De seguidas, señalaba que la Iglesia venezolana juzgaba “oportuno y necesario insistir aquí en que ese conocimiento y esa práctica deben penetrar cada vez más en los círculos de dirigentes obreros, en nuestras clases patronales, en nuestros actuales y futuros gerentes y empresarios; en nuestra legislación laboral, que sin duda alguna contiene conquistas avanzadas, y en los encargados de aplicar esa legislación; en nuestras Universidades, Liceos, Colegios y Escuelas Técnicas y Profesionales”. El documento también hacía un encarecido llamado al cumplimiento estricto de los deberes de los trabajadores venezolanos exigiéndoles “honradez y responsabilidad en el trabajo, es decir, que vuestra conciencia profesional sea la mejor garantía que podáis ofrecer al reclamar vuestros derechos”.
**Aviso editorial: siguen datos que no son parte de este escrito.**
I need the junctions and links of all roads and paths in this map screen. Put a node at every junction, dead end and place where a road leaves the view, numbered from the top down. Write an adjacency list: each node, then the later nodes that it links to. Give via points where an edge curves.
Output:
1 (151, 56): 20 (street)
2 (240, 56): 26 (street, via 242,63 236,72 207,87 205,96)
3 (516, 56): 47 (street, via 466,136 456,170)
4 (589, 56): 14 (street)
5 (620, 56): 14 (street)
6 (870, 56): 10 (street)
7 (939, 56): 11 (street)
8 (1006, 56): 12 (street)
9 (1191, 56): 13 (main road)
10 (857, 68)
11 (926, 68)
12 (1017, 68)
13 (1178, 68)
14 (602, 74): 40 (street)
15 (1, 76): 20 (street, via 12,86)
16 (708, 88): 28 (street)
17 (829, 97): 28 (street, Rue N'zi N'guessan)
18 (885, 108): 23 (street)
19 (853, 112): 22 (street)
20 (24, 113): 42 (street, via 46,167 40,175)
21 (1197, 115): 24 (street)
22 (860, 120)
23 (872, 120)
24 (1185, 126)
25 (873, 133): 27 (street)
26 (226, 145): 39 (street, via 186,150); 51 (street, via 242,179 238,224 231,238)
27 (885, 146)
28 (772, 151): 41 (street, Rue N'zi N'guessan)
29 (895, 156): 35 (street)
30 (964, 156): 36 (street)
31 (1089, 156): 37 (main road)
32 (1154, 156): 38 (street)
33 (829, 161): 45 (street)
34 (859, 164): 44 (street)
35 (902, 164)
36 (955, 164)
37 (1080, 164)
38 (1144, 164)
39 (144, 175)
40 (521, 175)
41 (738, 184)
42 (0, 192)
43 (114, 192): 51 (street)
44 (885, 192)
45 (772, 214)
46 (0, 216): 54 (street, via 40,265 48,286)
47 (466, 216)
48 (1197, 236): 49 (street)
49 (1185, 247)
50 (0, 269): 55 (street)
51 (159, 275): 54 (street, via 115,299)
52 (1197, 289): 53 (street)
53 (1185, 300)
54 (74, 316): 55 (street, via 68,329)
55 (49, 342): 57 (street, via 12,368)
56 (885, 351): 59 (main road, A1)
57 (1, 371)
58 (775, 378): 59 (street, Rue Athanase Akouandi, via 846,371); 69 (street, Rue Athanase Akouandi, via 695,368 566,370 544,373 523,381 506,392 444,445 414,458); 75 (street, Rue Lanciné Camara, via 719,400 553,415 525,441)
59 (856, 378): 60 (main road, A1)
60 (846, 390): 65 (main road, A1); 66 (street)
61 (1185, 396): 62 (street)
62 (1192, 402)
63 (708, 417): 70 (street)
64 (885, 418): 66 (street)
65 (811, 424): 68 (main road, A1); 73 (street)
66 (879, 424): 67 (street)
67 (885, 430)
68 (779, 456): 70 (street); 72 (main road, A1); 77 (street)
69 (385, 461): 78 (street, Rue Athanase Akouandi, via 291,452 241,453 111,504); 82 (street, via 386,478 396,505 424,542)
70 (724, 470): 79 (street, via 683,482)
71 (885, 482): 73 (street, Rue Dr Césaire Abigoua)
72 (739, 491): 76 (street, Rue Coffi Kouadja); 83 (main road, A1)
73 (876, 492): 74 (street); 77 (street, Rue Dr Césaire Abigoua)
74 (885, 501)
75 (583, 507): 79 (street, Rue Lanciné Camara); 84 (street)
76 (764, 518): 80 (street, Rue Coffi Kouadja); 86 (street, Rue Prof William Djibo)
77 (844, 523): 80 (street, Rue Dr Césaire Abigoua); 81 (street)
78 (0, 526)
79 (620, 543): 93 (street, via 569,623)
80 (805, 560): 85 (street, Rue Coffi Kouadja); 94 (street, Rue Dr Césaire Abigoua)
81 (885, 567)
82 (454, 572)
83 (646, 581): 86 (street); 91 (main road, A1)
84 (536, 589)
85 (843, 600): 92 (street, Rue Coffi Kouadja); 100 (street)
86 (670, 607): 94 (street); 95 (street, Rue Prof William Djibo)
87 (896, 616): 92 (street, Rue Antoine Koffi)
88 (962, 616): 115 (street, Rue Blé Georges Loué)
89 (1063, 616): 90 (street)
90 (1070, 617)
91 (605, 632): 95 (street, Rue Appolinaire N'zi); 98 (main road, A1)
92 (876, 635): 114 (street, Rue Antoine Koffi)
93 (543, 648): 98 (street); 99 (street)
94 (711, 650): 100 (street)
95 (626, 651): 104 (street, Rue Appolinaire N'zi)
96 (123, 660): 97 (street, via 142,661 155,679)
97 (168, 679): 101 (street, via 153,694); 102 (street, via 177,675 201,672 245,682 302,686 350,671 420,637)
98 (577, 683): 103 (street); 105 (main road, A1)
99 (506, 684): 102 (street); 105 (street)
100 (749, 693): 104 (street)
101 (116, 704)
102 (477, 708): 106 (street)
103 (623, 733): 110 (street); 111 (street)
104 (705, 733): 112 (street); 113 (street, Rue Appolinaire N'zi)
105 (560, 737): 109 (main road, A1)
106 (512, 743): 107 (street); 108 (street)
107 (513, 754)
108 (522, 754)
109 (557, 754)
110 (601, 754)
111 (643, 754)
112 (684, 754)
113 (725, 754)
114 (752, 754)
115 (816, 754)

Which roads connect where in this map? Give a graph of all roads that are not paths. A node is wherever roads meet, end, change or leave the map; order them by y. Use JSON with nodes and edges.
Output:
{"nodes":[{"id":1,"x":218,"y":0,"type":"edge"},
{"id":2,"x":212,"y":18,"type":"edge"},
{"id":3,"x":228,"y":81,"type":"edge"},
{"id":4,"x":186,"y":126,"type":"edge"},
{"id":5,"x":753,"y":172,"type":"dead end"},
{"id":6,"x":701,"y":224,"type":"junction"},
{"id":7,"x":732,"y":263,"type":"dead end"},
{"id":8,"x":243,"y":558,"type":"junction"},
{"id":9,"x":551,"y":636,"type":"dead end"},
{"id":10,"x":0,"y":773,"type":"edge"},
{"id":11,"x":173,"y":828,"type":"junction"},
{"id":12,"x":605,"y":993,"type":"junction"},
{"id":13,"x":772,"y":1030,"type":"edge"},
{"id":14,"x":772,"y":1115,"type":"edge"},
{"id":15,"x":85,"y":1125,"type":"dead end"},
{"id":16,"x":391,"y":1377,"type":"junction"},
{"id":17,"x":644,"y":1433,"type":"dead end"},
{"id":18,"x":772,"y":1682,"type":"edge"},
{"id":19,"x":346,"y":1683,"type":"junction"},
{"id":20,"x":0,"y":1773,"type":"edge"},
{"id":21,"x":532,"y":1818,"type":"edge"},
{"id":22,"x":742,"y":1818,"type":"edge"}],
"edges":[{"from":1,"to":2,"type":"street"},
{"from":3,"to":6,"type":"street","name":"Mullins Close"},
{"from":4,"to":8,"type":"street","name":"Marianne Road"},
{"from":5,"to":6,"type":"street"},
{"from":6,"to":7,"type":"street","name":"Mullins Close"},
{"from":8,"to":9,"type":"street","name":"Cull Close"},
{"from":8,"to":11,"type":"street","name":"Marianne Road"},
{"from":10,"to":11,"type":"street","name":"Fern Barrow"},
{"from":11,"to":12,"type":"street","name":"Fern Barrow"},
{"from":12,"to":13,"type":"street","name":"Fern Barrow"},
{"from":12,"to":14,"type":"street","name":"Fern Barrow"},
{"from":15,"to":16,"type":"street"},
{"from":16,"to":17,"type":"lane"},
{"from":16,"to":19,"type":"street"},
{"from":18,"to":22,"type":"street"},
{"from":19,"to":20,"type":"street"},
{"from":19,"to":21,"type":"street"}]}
La Pastoral proponía entonces la creación del Salario Mínimo Vital Obligatorio y la institucionalización de una Política de Prestaciones Familiares y clama por la defensa del derecho natural de la libre asociación sindical de los obreros.

Advertía, igualmente, citando al entonces Papa Pío XII, que “no es en la revolución, sino en una evolución armónica donde está la salvación y la justicia. La violencia nunca ha hecho más que derribar en vez de levantar; encender las pasiones en vez de calmarlas; acumular odios y ruinas, en vez de hermanar a los combatientes, y ha lanzado a los hombres y a los partidos a la dura necesidad de reconstruir lentamente, tras dolorosas pruebas, sobre las ruinas de la discordia. Solo una evolución progresiva y prudente, valiente y acomodada a la Naturaleza, iluminada y guiada por las santas normas cristianas de la justicia y la equidad, puede llevar al cumplimiento de los deseos y de las honestas necesidades del obrero” (Discurso del 13 de junio de 1943).

Ocho meses después de leída la Carta Pastoral del Arzobispo Arias Blanco caería la dictadura. Se produjeron desde entonces una cadena de acontecimientos, entre ellos –tal vez el más importante– la coincidencia de la rebelión militar y la rebelión civil que produciría el 23 de enero de 1958 el derrocamiento del general Marcos Pérez Jiménez.

Pero en aquella lucha contra la opresión y la tiranía, la Carta Pastoral de monseñor Arias Blanco había lanzado la primera piedra.